A single soldier could soon carry a weapon capable of dropping an air-bursting grenade precisely over an enemy hiding behind a wall, then swinging the same weapon skyward to knock a small attack drone out of the air, and American Rheinmetall Munitions just released a new video showing off the rifle it’s betting will do exactly that for the U.S. Army.
The weapon, called HAMMR, short for Highly-Advanced Multi-Mission Rifle, is American Rheinmetall’s entry in the Army’s Precision Grenadier System program, an effort the service launched to close a dangerous gap that has existed at the infantry squad level for years: soldiers pinned down by an enemy fighter hidden behind cover, a barrier, or inside a building have had few good ways to hit that target without exposing themselves to return fire. Traditional grenade launchers like the M203 and M320 that soldiers currently carry lack the range and precision to reliably solve that problem, and the Army has spent years searching for a replacement after a similar earlier effort, a 25mm launcher nicknamed the Punisher, was canceled in 2018 after failing to deliver what troops needed.

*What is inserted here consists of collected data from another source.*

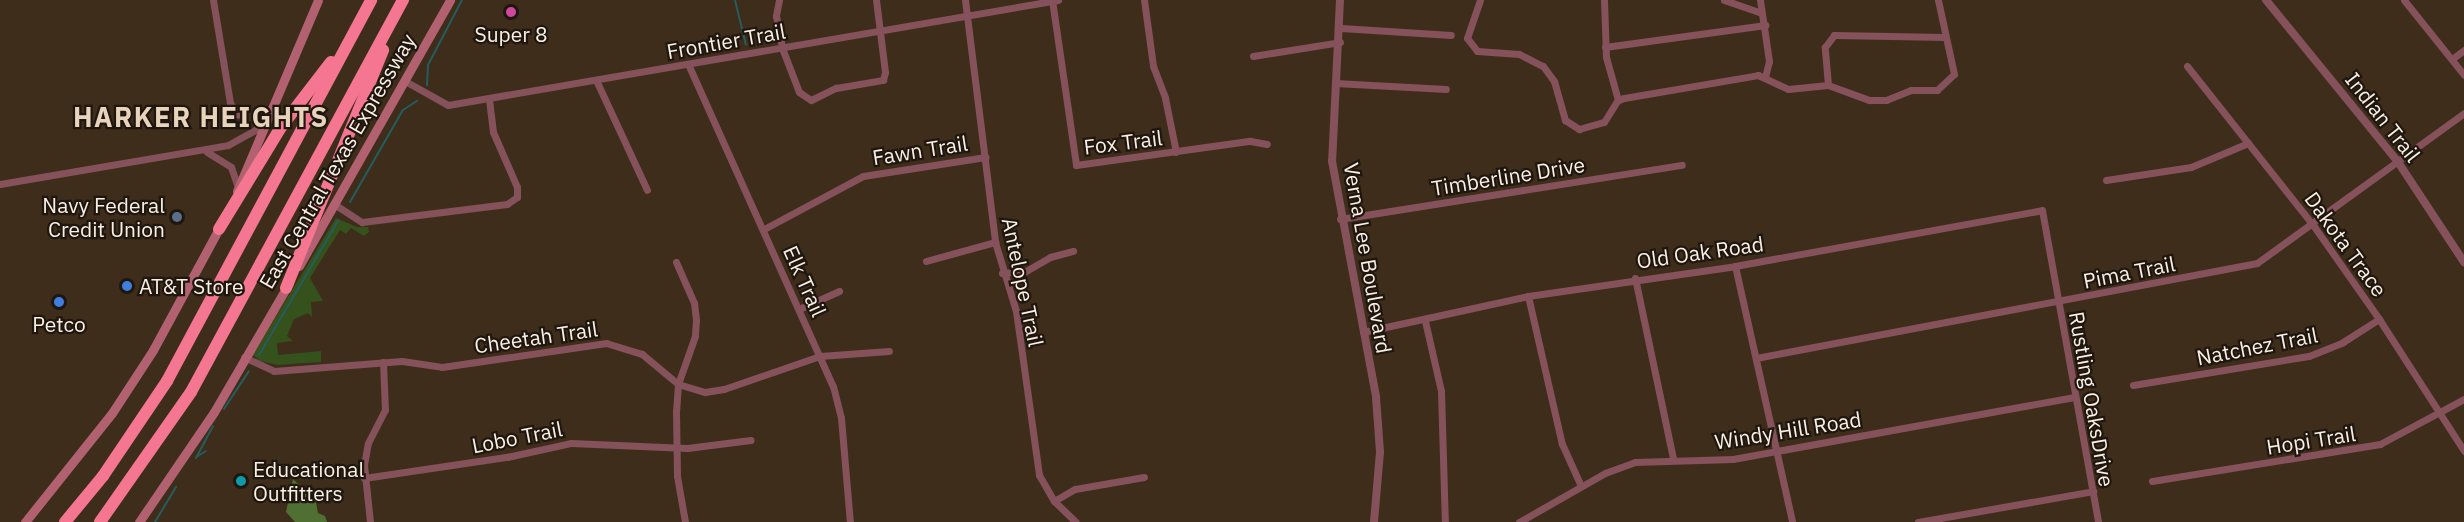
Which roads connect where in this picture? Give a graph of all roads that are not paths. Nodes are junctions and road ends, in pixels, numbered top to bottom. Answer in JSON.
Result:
{"nodes":[{"id":1,"x":213,"y":0,"type":"edge"},
{"id":2,"x":318,"y":0,"type":"edge"},
{"id":3,"x":371,"y":0,"type":"edge"},
{"id":4,"x":403,"y":0,"type":"edge"},
{"id":5,"x":450,"y":0,"type":"edge"},
{"id":6,"x":779,"y":0,"type":"edge"},
{"id":7,"x":876,"y":0,"type":"edge"},
{"id":8,"x":965,"y":0,"type":"edge"},
{"id":9,"x":1053,"y":0,"type":"edge"},
{"id":10,"x":1058,"y":0,"type":"edge"},
{"id":11,"x":1144,"y":0,"type":"edge"},
{"id":12,"x":1340,"y":0,"type":"edge"},
{"id":13,"x":1480,"y":0,"type":"edge"},
{"id":14,"x":1604,"y":0,"type":"edge"},
{"id":15,"x":1724,"y":0,"type":"edge"},
{"id":16,"x":1760,"y":0,"type":"edge"},
{"id":17,"x":1938,"y":0,"type":"edge"},
{"id":18,"x":2266,"y":0,"type":"edge"},
{"id":19,"x":2404,"y":0,"type":"edge"},
{"id":20,"x":1761,"y":13,"type":"junction"},
{"id":21,"x":968,"y":15,"type":"junction"},
{"id":22,"x":1765,"y":25,"type":"junction"},
{"id":23,"x":1341,"y":28,"type":"junction"},
{"id":24,"x":881,"y":30,"type":"junction"},
{"id":25,"x":387,"y":31,"type":"junction"},
{"id":26,"x":352,"y":35,"type":"junction"},
{"id":27,"x":1451,"y":35,"type":"dead end"},
{"id":28,"x":1946,"y":37,"type":"junction"},
{"id":29,"x":1340,"y":42,"type":"junction"},
{"id":30,"x":1605,"y":47,"type":"junction"},
{"id":31,"x":782,"y":48,"type":"junction"},
{"id":32,"x":2464,"y":50,"type":"edge"},
{"id":33,"x":1253,"y":56,"type":"dead end"},
{"id":34,"x":2452,"y":59,"type":"junction"},
{"id":35,"x":688,"y":64,"type":"junction"},
{"id":36,"x":2187,"y":66,"type":"dead end"},
{"id":37,"x":2464,"y":75,"type":"edge"},
{"id":38,"x":1765,"y":77,"type":"junction"},
{"id":39,"x":596,"y":80,"type":"junction"},
{"id":40,"x":405,"y":81,"type":"junction"},
{"id":41,"x":1335,"y":83,"type":"junction"},
{"id":42,"x":1828,"y":85,"type":"junction"},
{"id":43,"x":1446,"y":89,"type":"dead end"},
{"id":44,"x":489,"y":99,"type":"junction"},
{"id":45,"x":1618,"y":100,"type":"junction"},
{"id":46,"x":270,"y":112,"type":"junction"},
{"id":47,"x":2464,"y":113,"type":"edge"},
{"id":48,"x":238,"y":115,"type":"dead end"},
{"id":49,"x":2248,"y":142,"type":"junction"},
{"id":50,"x":1267,"y":144,"type":"dead end"},
{"id":51,"x":198,"y":151,"type":"junction"},
{"id":52,"x":1176,"y":152,"type":"junction"},
{"id":53,"x":986,"y":157,"type":"junction"},
{"id":54,"x":2398,"y":162,"type":"junction"},
{"id":55,"x":1682,"y":165,"type":"dead end"},
{"id":56,"x":2106,"y":180,"type":"dead end"},
{"id":57,"x":0,"y":184,"type":"edge"},
{"id":58,"x":238,"y":187,"type":"junction"},
{"id":59,"x":646,"y":190,"type":"dead end"},
{"id":60,"x":337,"y":206,"type":"junction"},
{"id":61,"x":2042,"y":210,"type":"joint"},
{"id":62,"x":1340,"y":219,"type":"junction"},
{"id":63,"x":2313,"y":225,"type":"junction"},
{"id":64,"x":219,"y":229,"type":"junction"},
{"id":65,"x":764,"y":229,"type":"junction"},
{"id":66,"x":995,"y":242,"type":"junction"},
{"id":67,"x":1073,"y":251,"type":"dead end"},
{"id":68,"x":926,"y":261,"type":"dead end"},
{"id":69,"x":676,"y":262,"type":"dead end"},
{"id":70,"x":2464,"y":262,"type":"edge"},
{"id":71,"x":1736,"y":266,"type":"junction"},
{"id":72,"x":1002,"y":273,"type":"junction"},
{"id":73,"x":1635,"y":278,"type":"junction"},
{"id":74,"x":286,"y":288,"type":"junction"},
{"id":75,"x":839,"y":291,"type":"dead end"},
{"id":76,"x":1528,"y":296,"type":"junction"},
{"id":77,"x":2058,"y":303,"type":"junction"},
{"id":78,"x":799,"y":309,"type":"junction"},
{"id":79,"x":2379,"y":319,"type":"junction"},
{"id":80,"x":1425,"y":321,"type":"junction"},
{"id":81,"x":1363,"y":332,"type":"junction"},
{"id":82,"x":889,"y":351,"type":"dead end"},
{"id":83,"x":820,"y":356,"type":"junction"},
{"id":84,"x":244,"y":357,"type":"junction"},
{"id":85,"x":1756,"y":358,"type":"junction"},
{"id":86,"x":383,"y":362,"type":"junction"},
{"id":87,"x":678,"y":384,"type":"junction"},
{"id":88,"x":2133,"y":385,"type":"dead end"},
{"id":89,"x":2074,"y":398,"type":"junction"},
{"id":90,"x":2464,"y":399,"type":"edge"},
{"id":91,"x":2438,"y":411,"type":"junction"},
{"id":92,"x":751,"y":440,"type":"dead end"},
{"id":93,"x":677,"y":446,"type":"junction"},
{"id":94,"x":1776,"y":451,"type":"junction"},
{"id":95,"x":2464,"y":451,"type":"edge"},
{"id":96,"x":1673,"y":459,"type":"junction"},
{"id":97,"x":1144,"y":477,"type":"dead end"},
{"id":98,"x":364,"y":478,"type":"junction"},
{"id":99,"x":2152,"y":481,"type":"dead end"},
{"id":100,"x":1581,"y":486,"type":"junction"},
{"id":101,"x":2093,"y":491,"type":"junction"},
{"id":102,"x":1054,"y":501,"type":"junction"},
{"id":103,"x":25,"y":522,"type":"edge"},
{"id":104,"x":65,"y":522,"type":"edge"},
{"id":105,"x":100,"y":522,"type":"edge"},
{"id":106,"x":139,"y":522,"type":"edge"},
{"id":107,"x":370,"y":522,"type":"edge"},
{"id":108,"x":685,"y":522,"type":"edge"},
{"id":109,"x":850,"y":522,"type":"edge"},
{"id":110,"x":1076,"y":522,"type":"edge"},
{"id":111,"x":1374,"y":522,"type":"edge"},
{"id":112,"x":1444,"y":522,"type":"edge"},
{"id":113,"x":1519,"y":522,"type":"edge"},
{"id":114,"x":1792,"y":522,"type":"edge"},
{"id":115,"x":1918,"y":522,"type":"edge"},
{"id":116,"x":2098,"y":522,"type":"edge"}],
"edges":[{"from":1,"to":48,"type":"street"},
{"from":2,"to":46,"type":"main road"},
{"from":3,"to":26,"type":"highway"},
{"from":4,"to":25,"type":"highway"},
{"from":5,"to":40,"type":"main road","name":"East Central Texas Expressway"},
{"from":6,"to":31,"type":"street"},
{"from":7,"to":24,"type":"street"},
{"from":8,"to":21,"type":"street","name":"Antelope Trail"},
{"from":9,"to":10,"type":"street","name":"Frontier Trail"},
{"from":9,"to":21,"type":"street","name":"Frontier Trail"},
{"from":9,"to":52,"type":"street","name":"Fox Trail"},
{"from":11,"to":52,"type":"street"},
{"from":12,"to":23,"type":"street","name":"Verna Lee Boulevard"},
{"from":13,"to":45,"type":"street"},
{"from":14,"to":30,"type":"street"},
{"from":15,"to":20,"type":"street"},
{"from":16,"to":20,"type":"street"},
{"from":17,"to":28,"type":"street"},
{"from":18,"to":54,"type":"street","name":"Indian Trail"},
{"from":19,"to":34,"type":"street"},
{"from":20,"to":22,"type":"street"},
{"from":21,"to":24,"type":"street","name":"Frontier Trail"},
{"from":21,"to":53,"type":"street","name":"Antelope Trail"},
{"from":22,"to":30,"type":"street"},
{"from":22,"to":38,"type":"street"},
{"from":23,"to":27,"type":"street"},
{"from":23,"to":29,"type":"street","name":"Verna Lee Boulevard"},
{"from":24,"to":31,"type":"street","name":"Frontier Trail"},
{"from":24,"to":31,"type":"street"},
{"from":25,"to":74,"type":"highway"},
{"from":25,"to":105,"type":"highway"},
{"from":26,"to":64,"type":"highway"},
{"from":26,"to":104,"type":"highway"},
{"from":28,"to":42,"type":"street"},
{"from":28,"to":42,"type":"street"},
{"from":29,"to":33,"type":"street"},
{"from":29,"to":41,"type":"street","name":"Verna Lee Boulevard"},
{"from":30,"to":45,"type":"street"},
{"from":31,"to":35,"type":"street","name":"Frontier Trail"},
{"from":32,"to":34,"type":"street"},
{"from":34,"to":37,"type":"street"},
{"from":35,"to":39,"type":"street","name":"Frontier Trail"},
{"from":35,"to":65,"type":"street","name":"Elk Trail"},
{"from":36,"to":49,"type":"street","name":"Dakota Trace"},
{"from":38,"to":42,"type":"street"},
{"from":38,"to":45,"type":"street"},
{"from":39,"to":44,"type":"street","name":"Frontier Trail"},
{"from":39,"to":59,"type":"street"},
{"from":40,"to":44,"type":"street","name":"Frontier Trail"},
{"from":40,"to":60,"type":"main road","name":"East Central Texas Expressway"},
{"from":41,"to":43,"type":"street"},
{"from":41,"to":62,"type":"street","name":"Verna Lee Boulevard"},
{"from":44,"to":60,"type":"street"},
{"from":46,"to":51,"type":"street"},
{"from":46,"to":58,"type":"main road"},
{"from":47,"to":54,"type":"street","name":"Pima Trail"},
{"from":49,"to":56,"type":"street"},
{"from":49,"to":63,"type":"street","name":"Dakota Trace"},
{"from":50,"to":52,"type":"street","name":"Fox Trail"},
{"from":51,"to":57,"type":"street"},
{"from":51,"to":58,"type":"street"},
{"from":53,"to":65,"type":"street","name":"Fawn Trail"},
{"from":53,"to":66,"type":"street","name":"Antelope Trail"},
{"from":54,"to":63,"type":"street","name":"Pima Trail"},
{"from":54,"to":70,"type":"street","name":"Indian Trail"},
{"from":55,"to":62,"type":"street","name":"Timberline Drive"},
{"from":58,"to":64,"type":"main road"},
{"from":60,"to":74,"type":"main road","name":"East Central Texas Expressway"},
{"from":61,"to":71,"type":"street","name":"Old Oak Road"},
{"from":61,"to":77,"type":"street","name":"Rustling OaksDrive"},
{"from":62,"to":81,"type":"street","name":"Verna Lee Boulevard"},
{"from":63,"to":77,"type":"street","name":"Pima Trail"},
{"from":63,"to":79,"type":"street","name":"Dakota Trace"},
{"from":64,"to":103,"type":"main road"},
{"from":65,"to":78,"type":"street","name":"Elk Trail"},
{"from":66,"to":68,"type":"street"},
{"from":66,"to":72,"type":"street","name":"Antelope Trail"},
{"from":67,"to":72,"type":"street"},
{"from":69,"to":87,"type":"street"},
{"from":71,"to":73,"type":"street","name":"Old Oak Road"},
{"from":71,"to":85,"type":"street"},
{"from":72,"to":102,"type":"street","name":"Antelope Trail"},
{"from":73,"to":76,"type":"street","name":"Old Oak Road"},
{"from":73,"to":96,"type":"street"},
{"from":74,"to":84,"type":"main road","name":"East Central Texas Expressway"},
{"from":75,"to":78,"type":"street"},
{"from":76,"to":80,"type":"street","name":"Old Oak Road"},
{"from":76,"to":100,"type":"street"},
{"from":77,"to":85,"type":"street","name":"Pima Trail"},
{"from":77,"to":89,"type":"street","name":"Rustling OaksDrive"},
{"from":78,"to":83,"type":"street","name":"Elk Trail"},
{"from":79,"to":88,"type":"street","name":"Natchez Trail"},
{"from":79,"to":91,"type":"street","name":"Dakota Trace"},
{"from":80,"to":81,"type":"street","name":"Old Oak Road"},
{"from":80,"to":112,"type":"street"},
{"from":81,"to":111,"type":"street","name":"Verna Lee Boulevard"},
{"from":82,"to":83,"type":"street","name":"Cheetah Trail"},
{"from":83,"to":87,"type":"street","name":"Cheetah Trail"},
{"from":83,"to":109,"type":"street","name":"Elk Trail"},
{"from":84,"to":86,"type":"street","name":"Cheetah Trail"},
{"from":84,"to":106,"type":"main road","name":"East Central Texas Expressway"},
{"from":85,"to":94,"type":"street"},
{"from":86,"to":87,"type":"street","name":"Cheetah Trail"},
{"from":86,"to":98,"type":"street"},
{"from":87,"to":93,"type":"street"},
{"from":89,"to":94,"type":"street","name":"Windy Hill Road"},
{"from":89,"to":101,"type":"street","name":"Rustling OaksDrive"},
{"from":90,"to":91,"type":"street","name":"Hopi Trail"},
{"from":91,"to":95,"type":"street","name":"Dakota Trace"},
{"from":91,"to":99,"type":"street","name":"Hopi Trail"},
{"from":92,"to":93,"type":"street","name":"Lobo Trail"},
{"from":93,"to":98,"type":"street","name":"Lobo Trail"},
{"from":93,"to":108,"type":"street"},
{"from":94,"to":96,"type":"street","name":"Windy Hill Road"},
{"from":94,"to":114,"type":"street"},
{"from":96,"to":100,"type":"street","name":"Windy Hill Road"},
{"from":97,"to":102,"type":"street"},
{"from":98,"to":107,"type":"street"},
{"from":100,"to":113,"type":"street","name":"Windy Hill Road"},
{"from":101,"to":115,"type":"street"},
{"from":101,"to":116,"type":"street","name":"Rustling OaksDrive"},
{"from":102,"to":110,"type":"street","name":"Antelope Trail"}]}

HAMMR is built on Rheinmetall’s existing SSW40 platform, a 40mm shoulder-fired weapon the company has been refining for several years, and the company designed the rifle to work as one integrated system rather than bolting together parts that were developed separately and hoping they would work well together. That integrated approach extends to the ammunition itself, since Rheinmetall developed a new 40mm medium-velocity cartridge alongside the rifle and paired both with the Aimpoint FCS15 fire control system, a targeting computer that lets a soldier engage targets at much longer range than older 40mm weapons typically allow.
The medium-velocity round flies a flatter trajectory and reaches its target faster than the low-velocity 40mm grenades currently in the Army’s inventory, which translates directly into a soldier’s ability to hit a target on the first shot rather than needing multiple attempts to walk rounds onto a distant or moving target.

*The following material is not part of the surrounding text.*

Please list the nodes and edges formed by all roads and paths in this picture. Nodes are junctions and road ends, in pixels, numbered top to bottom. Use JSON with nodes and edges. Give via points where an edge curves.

What began as a weapon meant to solve the counter-defilade problem, engaging enemies who take cover behind walls, ridgelines, or other barriers that block a direct line of fire, has grown into a system the Army also wants capable of knocking small drones out of the sky, a threat that has become impossible to ignore as cheap quadcopters and fixed-wing drones have reshaped battlefields from Ukraine to the Middle East over the past several years. Rheinmetall’s design responds to that dual requirement by staying compatible with every 40mm low-velocity round already qualified in the Army’s inventory, which means units fielding HAMMR would not need to replace their existing stockpile of ammunition, only supplement it with the new medium-velocity round when a mission calls for extended range or drone engagement.

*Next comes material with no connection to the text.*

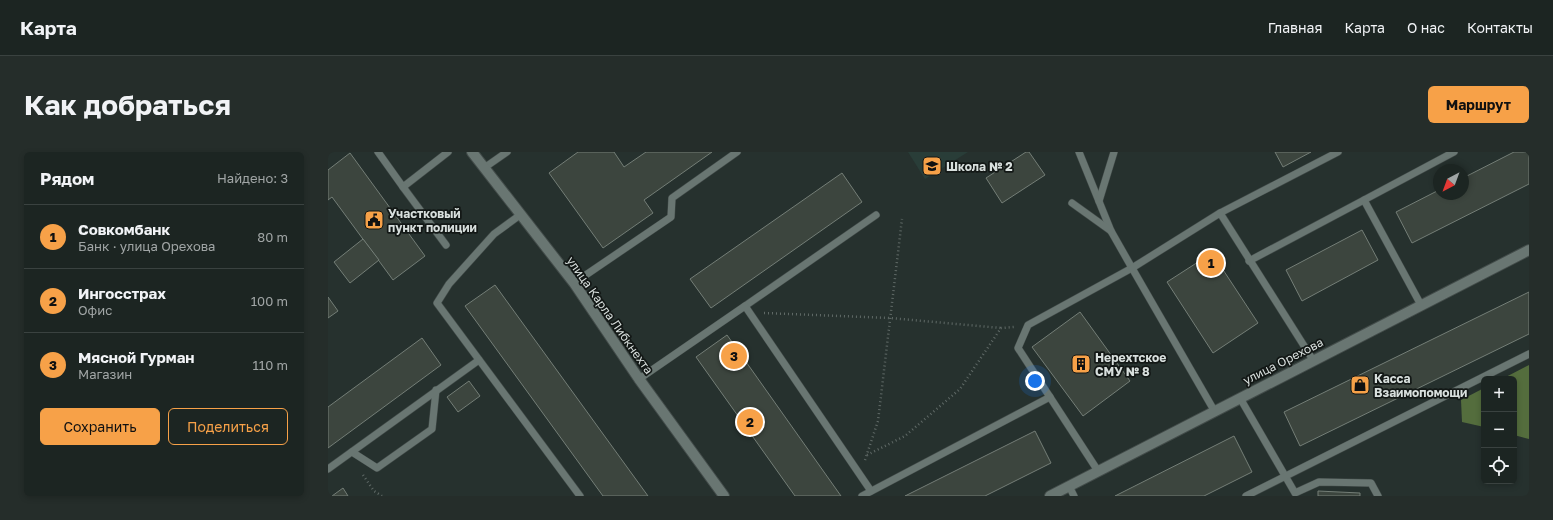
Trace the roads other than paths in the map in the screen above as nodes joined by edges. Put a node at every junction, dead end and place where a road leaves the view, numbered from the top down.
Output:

American Rheinmetall is not the only company chasing this contract, and the competition has narrowed considerably since the Army first opened the door to new concepts. Barrett Firearms has pushed a competing design called MARS, built around 30mm ammunition rather than Rheinmetall’s 40mm approach, while FN America has continued developing its own contender, a launcher now called the MTL-30 that also fires 30mm rounds and recently secured a two million dollar Army contract for continued risk-reduction work. That split between the 30mm and 40mm camps reflects a genuine engineering tradeoff the Army will eventually have to settle: smaller-caliber rounds generally mean a lighter weapon and more ammunition a soldier can carry, while Rheinmetall’s larger 40mm approach leans on decades of established logistics and a far bigger existing stockpile of compatible ammunition already sitting in Army depots worldwide.